Begleitung am Lebensende - Hospizarbeit und Palliativversorgung

Das Bild zeigt einen Mann von hinten, der aus dem Fenster schaut
© Julia Mihailov

Um am Lebensende schnell die notwendige Unterstützung zu bekommen, sind zwei Dinge wichtig: Man muss für sich und mit seinen Nahestehenden klären, was man sich für das eigene Lebensende und Sterben wünscht und was einem dabei wichtig ist. Und man muss wissen, welche Unterstützung es gibt.

Das Bundesfamilienministerium fördert im Bereich Hospiz-und Palliativversorgung verschiedene Projekte: Es unterstützt die Charta zur Betreuung schwerstkranker und sterbender Menschen in Deutschland. Dazu gehört auch die Online-Suche Wegweiser Hospiz- und Palliativversorgung Deutschland. Hier finden Interessierte ambulante und stationäre Angebote für Erwachsene, Kinder und Jugendliche in neun Sprachen. Bei einem Pilotprojekt der Fachstelle für Hospizarbeit, Palliativversorgung und Trauerarbeit des Malteser Hilfsdienstes sollen junge Erwachsene an das Thema herangeführt und für die Sterbe- und Trauerbegleitung gewonnen werden.

Das eigene Lebensende lässt sich zwar vorab nicht so organisieren, dass wir alles unter Kontrolle haben. Trotzdem ist es sinnvoll, frühzeitig darüber nachzudenken, was wir uns dafür wünschen. Es ist viel wert, mit Angehörigen, Freundinnen und Freunden offen über das Thema zu sprechen. Nur wenn sie wissen, was uns wichtig ist und was wir uns für das eigene Sterben wünschen, können sie im Ernstfall in unserem Sinne handeln. Vor allem dann, wenn wir selbst dazu nicht mehr in der Lage sind.

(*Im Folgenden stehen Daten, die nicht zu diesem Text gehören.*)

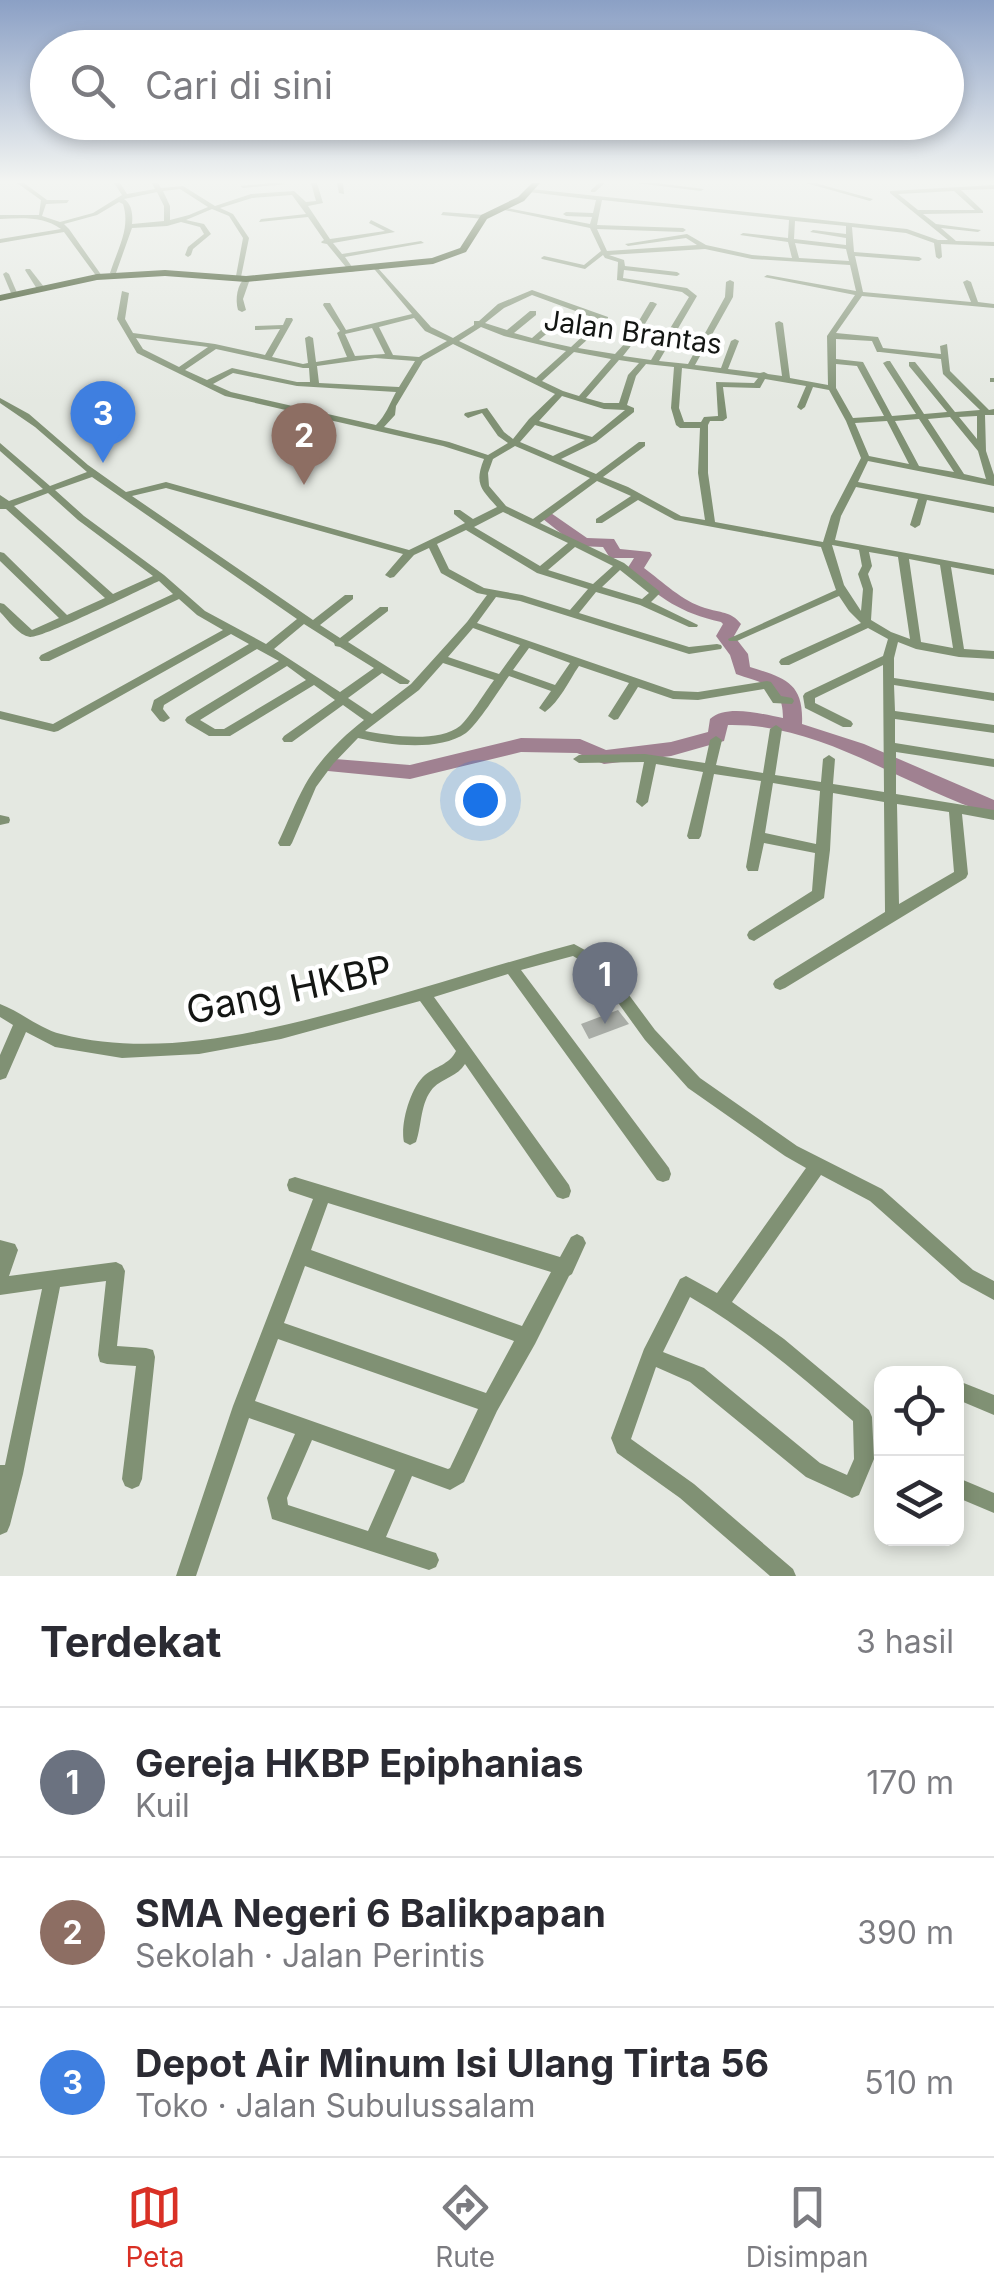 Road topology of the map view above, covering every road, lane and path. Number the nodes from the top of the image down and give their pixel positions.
1 (341, 256) edge
2 (85, 257) edge
3 (119, 257) edge
4 (246, 257) edge
5 (442, 257) edge
6 (595, 257) edge
7 (611, 257) edge
8 (674, 257) edge
9 (755, 257) edge
10 (795, 257) edge
11 (834, 257) edge
12 (851, 257) edge
13 (886, 257) edge
14 (544, 258) dead end
15 (919, 258) dead end
16 (796, 260) junction
17 (621, 268) junction
18 (377, 269) junction
19 (28, 270) dead end
20 (352, 271) junction
21 (113, 273) junction
22 (6, 274) dead end
23 (196, 274) junction
24 (98, 276) junction
25 (767, 276) dead end
26 (247, 278) junction
27 (700, 282) dead end
28 (730, 282) dead end
29 (967, 282) dead end
30 (40, 287) junction
31 (125, 292) dead end
32 (15, 293) junction
33 (692, 294) junction
34 (860, 294) junction
35 (0, 298) edge
36 (652, 304) dead end
37 (975, 304) junction
38 (327, 306) dead end
39 (994, 306) edge
40 (242, 310) dead end
41 (532, 313) dead end
42 (414, 316) junction
43 (559, 319) dead end
44 (477, 323) junction
45 (779, 323) dead end
46 (374, 325) junction
47 (258, 328) dead end
48 (344, 332) junction
49 (507, 334) junction
50 (131, 335) junction
51 (832, 336) junction
52 (309, 338) dead end
53 (534, 340) junction
54 (736, 340) dead end
55 (450, 341) junction
56 (215, 346) junction
57 (570, 348) junction
58 (619, 355) junction
59 (254, 356) junction
60 (390, 356) junction
61 (352, 358) junction
62 (420, 358) junction
63 (268, 359) junction
64 (650, 361) junction
65 (833, 361) junction
66 (887, 363) dead end
67 (912, 364) dead end
68 (678, 365) junction
69 (311, 366) junction
70 (691, 366) junction
71 (180, 370) junction
72 (232, 370) junction
73 (720, 371) junction
74 (764, 374) junction
75 (786, 378) junction
76 (538, 381) junction
77 (208, 383) junction
78 (810, 383) junction
79 (315, 386) junction
80 (832, 388) junction
81 (401, 390) junction
82 (560, 393) junction
83 (582, 399) junction
84 (0, 400) edge
85 (13, 406) junction
86 (622, 406) junction
87 (801, 407) dead end
88 (0, 411) edge
89 (987, 413) edge
90 (468, 415) dead end
91 (951, 415) junction
92 (920, 416) junction
93 (888, 418) junction
94 (532, 421) junction
95 (850, 421) junction
96 (704, 426) junction
97 (377, 429) junction
98 (593, 440) junction
99 (514, 443) junction
100 (642, 444) dead end
101 (0, 446) edge
102 (982, 451) junction
103 (489, 458) junction
104 (865, 458) junction
105 (554, 459) junction
106 (916, 468) junction
107 (93, 472) junction
108 (597, 476) junction
109 (962, 478) junction
110 (993, 483) edge
111 (853, 484) junction
112 (48, 488) junction
113 (125, 495) junction
114 (638, 496) junction
115 (923, 498) junction
116 (3, 503) edge
117 (503, 508) junction
118 (994, 510) edge
119 (456, 512) dead end
120 (599, 521) dead end
121 (534, 522) junction
122 (711, 525) junction
123 (915, 525) dead end
124 (470, 526) junction
125 (432, 544) junction
126 (574, 544) junction
127 (828, 544) junction
128 (862, 548) junction
129 (410, 553) junction
130 (0, 555) edge
131 (903, 555) junction
132 (945, 564) junction
133 (620, 566) junction
134 (541, 571) junction
135 (994, 572) edge
136 (390, 575) dead end
137 (160, 577) junction
138 (592, 590) junction
139 (841, 591) junction
140 (492, 595) junction
141 (178, 596) junction
142 (349, 597) dead end
143 (112, 599) junction
144 (644, 604) junction
145 (0, 606) edge
146 (384, 609) dead end
147 (572, 615) junction
148 (67, 620) junction
149 (868, 621) junction
150 (307, 623) junction
151 (470, 624) junction
152 (693, 624) dead end
153 (229, 631) junction
154 (894, 638) junction
155 (733, 639) dead end
156 (339, 644) junction
157 (526, 644) junction
158 (916, 646) junction
159 (262, 647) junction
160 (717, 647) dead end
161 (959, 652) junction
162 (994, 655) edge
163 (45, 658) dead end
164 (888, 658) junction
165 (442, 659) junction
166 (577, 661) junction
167 (288, 662) junction
168 (785, 662) dead end
169 (382, 668) junction
170 (503, 674) junction
171 (314, 680) junction
172 (404, 681) dead end
173 (889, 681) junction
174 (636, 682) junction
175 (559, 690) junction
176 (994, 697) edge
177 (341, 699) junction
178 (788, 701) dead end
179 (544, 708) dead end
180 (890, 714) junction
181 (0, 716) edge
182 (614, 716) dead end
183 (164, 718) dead end
184 (371, 720) junction
185 (847, 724) dead end
186 (994, 729) edge
187 (776, 730) dead end
188 (355, 733) junction
189 (288, 738) dead end
190 (716, 740) dead end
191 (580, 759) dead end
192 (829, 759) dead end
193 (890, 759) junction
194 (651, 760) junction
195 (994, 763) edge
196 (711, 770) junction
197 (767, 780) junction
198 (826, 789) junction
199 (888, 799) junction
200 (642, 802) dead end
201 (955, 809) junction
202 (994, 815) edge
203 (694, 836) dead end
204 (759, 837) junction
205 (286, 843) dead end
206 (823, 850) junction
207 (752, 866) dead end
208 (892, 915) junction
209 (754, 935) dead end
210 (512, 969) junction
211 (780, 984) dead end
212 (424, 994) junction
213 (0, 1010) edge
214 (20, 1027) junction
215 (463, 1052) junction
216 (0, 1072) edge
217 (410, 1137) dead end
218 (818, 1165) junction
219 (663, 1174) dead end
220 (295, 1185) dead end
221 (563, 1191) dead end
222 (323, 1195) junction
223 (578, 1243) dead end
224 (0, 1249) edge
225 (303, 1256) junction
226 (566, 1268) junction
227 (0, 1276) edge
228 (52, 1279) junction
229 (0, 1286) edge
230 (994, 1291) edge
231 (720, 1304) junction
232 (272, 1328) junction
233 (528, 1336) junction
234 (651, 1356) junction
235 (964, 1392) edge
236 (490, 1404) junction
237 (994, 1405) edge
238 (243, 1406) junction
239 (307, 1430) junction
240 (407, 1466) junction
241 (6, 1475) edge
242 (132, 1479) dead end
243 (964, 1490) edge
244 (994, 1503) edge
245 (0, 1524) edge
246 (373, 1544) junction
247 (429, 1560) dead end
248 (186, 1576) edge
249 (786, 1576) edge

1 - 20 street
2 - 24 street
3 - 21 street
4 - 26 street
5 - 18 highway
6 - 14 street
7 - 17 street
8 - 17 street
9 - 16 street
10 - 16 street
11 - 16 street
12 - 34 street
13 - 15 street
17 - 33 street
18 - 20 highway
18 - 42 street
19 - 30 street
20 - 26 highway
21 - 23 highway
21 - 24 highway
22 - 32 street
23 - 24 highway
23 - 26 highway
24 - 30 highway
25 - 34 street
26 - 40 street
27 - 33 street
28 - 70 street
29 - 37 street
30 - 32 highway
31 - 50 street
32 - 35 highway
33 - 64 street
34 - 37 street
34 - 51 street
36 - 58 street
37 - 39 street
38 - 48 street
41 - 49 street
42 - 46 street
42 - 55 street
43 - 53 street
44 - 49 street, Jalan Brantas
44 - 55 street
44 - 57 street
45 - 75 street
46 - 48 street
46 - 60 street
47 - 63 street
48 - 61 street
49 - 53 street, Jalan Brantas
50 - 56 street
50 - 71 street
51 - 65 street
51 - 89 street
52 - 69 street
53 - 57 street, Jalan Brantas
54 - 73 street
55 - 62 street
55 - 76 street
56 - 59 street
56 - 71 street
57 - 58 street, Jalan Brantas
57 - 76 street
58 - 64 street, Jalan Brantas
58 - 83 street
59 - 63 street
59 - 72 street
60 - 61 street
60 - 62 street
61 - 69 street
62 - 81 street
63 - 69 street
64 - 68 street, Jalan Brantas
64 - 86 street
65 - 80 street
65 - 93 street
66 - 92 street
67 - 91 street
68 - 70 street, Jalan Brantas
68 - 96 street
69 - 79 street
70 - 73 street, Jalan Brantas
71 - 77 street
72 - 77 street
72 - 79 street
73 - 74 street, Jalan Brantas
74 - 75 street, Jalan Brantas
74 - 96 street
75 - 78 street, Jalan Brantas
76 - 82 street
77 - 97 street
78 - 80 street, Jalan Brantas
78 - 87 street
79 - 81 street
80 - 95 street
81 - 97 street
82 - 83 street
82 - 94 street
83 - 86 street
84 - 85 street
85 - 88 street
85 - 107 street
86 - 98 street
89 - 91 street
89 - 102 street
90 - 99 street
91 - 92 street
91 - 102 street
92 - 93 street
92 - 109 street
93 - 95 street
93 - 106 street
94 - 98 street
94 - 99 street
95 - 104 street
96 - 122 street
97 - 103 street
98 - 105 street
99 - 103 street
99 - 105 street
100 - 108 street
101 - 112 street
102 - 110 street
103 - 117 street
104 - 106 street
104 - 111 street
105 - 108 street
106 - 109 street
107 - 112 street
107 - 113 street
108 - 114 street
108 - 121 street
109 - 110 street
111 - 115 street
111 - 127 street
112 - 116 street
112 - 137 street
113 - 129 street
113 - 150 street
114 - 120 street
114 - 122 street
115 - 118 street
115 - 123 street
116 - 143 street
117 - 121 street
117 - 124 street
119 - 124 street
121 - 126 street
122 - 127 street
124 - 125 street
124 - 134 street
125 - 129 street
125 - 140 street
126 - 133 street
126 - 134 street
127 - 128 street
127 - 139 street
128 - 131 street
128 - 149 street
129 - 136 street
130 - 148 street
131 - 132 street
131 - 158 street
132 - 135 street
132 - 161 street
133 - 138 street
133 - 144 street
134 - 138 street
137 - 141 street
137 - 143 street
138 - 144 street
138 - 147 street
139 - 149 street
139 - 155 street
140 - 147 street
140 - 151 street
141 - 153 street
141 - 163 street
142 - 150 street
143 - 148 street
144 - 152 street
145 - 148 street
146 - 156 street
147 - 160 street
149 - 154 street
149 - 168 street
150 - 156 street
150 - 159 street
151 - 157 street
151 - 165 street
153 - 159 street
153 - 181 street
154 - 158 street
154 - 164 street
156 - 169 street
157 - 166 street
157 - 170 street
158 - 161 street
159 - 167 street
159 - 183 street
161 - 162 street
164 - 173 street
164 - 185 street
165 - 170 street
165 - 184 street
166 - 174 street
166 - 175 street
167 - 171 street
167 - 171 street
169 - 172 street
169 - 177 street
170 - 175 street
170 - 188 street
171 - 177 street
173 - 176 street
173 - 180 street
174 - 178 street
174 - 182 street
175 - 179 street
177 - 184 street
177 - 189 street
180 - 186 street
180 - 193 street
184 - 188 street
187 - 197 street
188 - 205 street
190 - 196 street
191 - 194 street
192 - 198 street
193 - 195 street
193 - 199 street
194 - 196 street
194 - 200 street
196 - 197 street
196 - 203 street
197 - 198 street
197 - 204 street
198 - 199 street
198 - 206 street
199 - 201 street
199 - 208 street
201 - 202 street
201 - 208 street
204 - 206 street
204 - 207 street
206 - 209 street
208 - 211 street
210 - 212 street, Gang HKBP
210 - 218 street, Gang HKBP
210 - 219 street
212 - 214 street, Gang HKBP
212 - 215 street
213 - 214 street
214 - 216 street
215 - 217 street
215 - 221 street
218 - 230 street
218 - 231 street
220 - 222 street
222 - 225 street
222 - 226 street
223 - 226 street
224 - 227 street
225 - 232 street
225 - 233 street
226 - 233 street
228 - 229 street
228 - 241 street
228 - 242 street
231 - 234 street
231 - 234 street
232 - 236 street
232 - 238 street
233 - 236 street
234 - 249 street
235 - 237 street
236 - 240 street
238 - 239 street
238 - 248 street
239 - 240 street
239 - 246 street
240 - 246 street
241 - 245 street
243 - 244 street
246 - 247 street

Gespräche über den Tod machen vielen Angst - nicht nur wenn es eine konkrete Diagnose gibt. Klar formulierte Fragen können helfen, sich gemeinsam und langsam an das Thema heranzuwagen:

  • Wo will ich sein, wenn ich sterbe? Wen möchte ich um mich haben?
  • Entspricht meine familiäre und soziale Situation meinen Bedürfnissen im letzten Lebensabschnitt? Welche Bedürfnisse können hinzukommen und welche Folgerungen ergeben sich daraus für meine Betreuung?
  • Brauche ich vielleicht professionelle Unterstützung? Und weiß ich, wie ich diese finde?
  • In welchem Zustand werde ich mich wahrscheinlich körperlich und psychisch befinden und wem möchte/kann ich das zumuten?
  • Wie und in welchem Umfang können Freundinnen, Freunde und Angehörige helfen?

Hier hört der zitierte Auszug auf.